24 Apr, 2019 at 21:50 | Posted in Economics | 2 Comments


Not exactly the story that Mankiw et consortes tell you. But Heiner Flassbeck did.


  1. Unfortunately, most textbook description of labour market is flawed. The derivation of labour supply curve from the choice between leisure and income is an absolute fantasy. Do people really have a choice, but work? The alternative is starvation and death, not leisure. Can those who profess this fantasy tell that they chose to be an academic economist by weighing returns and cost of alternatives?
    When the mainstream economics treats demand for labour as a negative function of real wage, they forget that real wage is also income and contributes to purchasing power of those who receive it. So for the mainstream, it is always a movement along a given downward sloping labour demand curve – higher the real wage, lower is the employment (higher is the unemployment).
    But higher real wages add to purchasing power and hence cause shift of the demand curve.
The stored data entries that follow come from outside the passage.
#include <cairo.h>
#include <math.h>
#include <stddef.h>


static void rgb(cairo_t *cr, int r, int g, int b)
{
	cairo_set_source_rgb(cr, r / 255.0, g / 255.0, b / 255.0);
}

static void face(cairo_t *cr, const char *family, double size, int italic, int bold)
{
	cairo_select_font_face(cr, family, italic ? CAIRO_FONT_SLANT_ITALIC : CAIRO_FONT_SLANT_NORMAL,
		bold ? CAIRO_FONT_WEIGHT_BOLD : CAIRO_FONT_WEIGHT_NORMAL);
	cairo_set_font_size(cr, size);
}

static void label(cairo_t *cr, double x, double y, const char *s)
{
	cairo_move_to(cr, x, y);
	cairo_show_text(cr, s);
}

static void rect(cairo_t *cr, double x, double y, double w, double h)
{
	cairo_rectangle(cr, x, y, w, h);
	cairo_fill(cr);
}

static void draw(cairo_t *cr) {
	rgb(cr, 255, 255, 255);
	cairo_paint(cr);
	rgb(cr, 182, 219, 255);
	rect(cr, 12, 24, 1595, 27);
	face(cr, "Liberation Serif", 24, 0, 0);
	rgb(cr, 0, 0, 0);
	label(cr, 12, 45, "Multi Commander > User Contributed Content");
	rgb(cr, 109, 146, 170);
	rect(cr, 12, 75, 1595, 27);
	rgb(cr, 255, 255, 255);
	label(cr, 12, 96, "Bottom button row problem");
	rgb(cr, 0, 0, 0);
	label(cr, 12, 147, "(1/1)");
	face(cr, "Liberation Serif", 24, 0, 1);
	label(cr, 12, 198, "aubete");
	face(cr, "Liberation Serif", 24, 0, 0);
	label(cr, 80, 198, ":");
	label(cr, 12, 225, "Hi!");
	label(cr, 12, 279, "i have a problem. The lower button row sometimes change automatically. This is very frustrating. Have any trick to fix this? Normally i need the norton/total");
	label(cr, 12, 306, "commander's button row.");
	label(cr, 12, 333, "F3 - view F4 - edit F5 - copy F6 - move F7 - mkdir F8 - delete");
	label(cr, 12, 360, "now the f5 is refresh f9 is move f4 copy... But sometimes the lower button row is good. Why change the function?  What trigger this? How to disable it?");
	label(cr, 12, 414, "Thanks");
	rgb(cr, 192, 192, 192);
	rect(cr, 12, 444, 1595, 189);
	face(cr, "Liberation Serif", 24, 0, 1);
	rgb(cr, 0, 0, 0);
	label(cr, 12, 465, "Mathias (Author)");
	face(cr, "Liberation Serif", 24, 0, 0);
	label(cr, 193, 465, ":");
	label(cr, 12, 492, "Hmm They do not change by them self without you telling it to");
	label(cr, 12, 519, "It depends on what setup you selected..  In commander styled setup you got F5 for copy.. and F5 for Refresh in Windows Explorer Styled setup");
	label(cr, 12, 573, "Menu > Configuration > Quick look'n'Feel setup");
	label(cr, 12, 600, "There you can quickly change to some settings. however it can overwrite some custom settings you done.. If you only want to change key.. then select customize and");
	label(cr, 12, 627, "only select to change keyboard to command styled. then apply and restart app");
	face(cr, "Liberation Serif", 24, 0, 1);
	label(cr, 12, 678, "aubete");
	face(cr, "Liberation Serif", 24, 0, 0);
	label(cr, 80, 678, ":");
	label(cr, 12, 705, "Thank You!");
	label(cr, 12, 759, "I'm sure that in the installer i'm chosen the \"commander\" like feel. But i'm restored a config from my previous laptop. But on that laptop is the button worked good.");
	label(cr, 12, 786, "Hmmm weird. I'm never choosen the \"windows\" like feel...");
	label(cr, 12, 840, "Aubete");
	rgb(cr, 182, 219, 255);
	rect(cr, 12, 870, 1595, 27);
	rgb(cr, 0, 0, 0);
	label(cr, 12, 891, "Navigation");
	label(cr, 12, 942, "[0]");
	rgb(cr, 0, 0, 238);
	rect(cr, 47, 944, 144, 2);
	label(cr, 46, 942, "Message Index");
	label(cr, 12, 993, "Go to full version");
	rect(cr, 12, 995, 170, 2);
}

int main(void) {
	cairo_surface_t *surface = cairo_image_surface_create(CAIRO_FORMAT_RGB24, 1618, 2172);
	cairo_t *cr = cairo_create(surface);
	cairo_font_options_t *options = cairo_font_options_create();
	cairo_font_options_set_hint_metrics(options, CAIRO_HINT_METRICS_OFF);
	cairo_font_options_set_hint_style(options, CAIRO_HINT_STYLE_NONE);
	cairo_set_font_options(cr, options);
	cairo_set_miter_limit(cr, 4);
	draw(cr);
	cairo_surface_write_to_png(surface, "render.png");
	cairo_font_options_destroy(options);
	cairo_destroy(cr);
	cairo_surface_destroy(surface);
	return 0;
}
That is, there are income and substitution effects. What the Heiner graph implies is that income effect dominates substitution effect, perhaps due to higher marginal propensity to consume of workers.
    What is critical is linking wage growth to industry average productivity, so that those firms performing below the industry level productivity are forced out and those performing better earn economic rent and hence encouraged to re-invest. This is the story of a productivity driven dynamic economy that generates shared prosperity.
    But there has been a delinking of productivity growth and wage growth since the triumph of the Reagan-Thatcher doctrine or neoclasscial counter revolution against Keynesianism, resulting in the capture of productivity growth by the capitalist class. The consequences are rising inequality and falling aggregate demand (under-consumption), aggravated by cuts in public social spending and obsession with debt and deficit as well as inflation fears.

    • You are so right and it’s getting worse.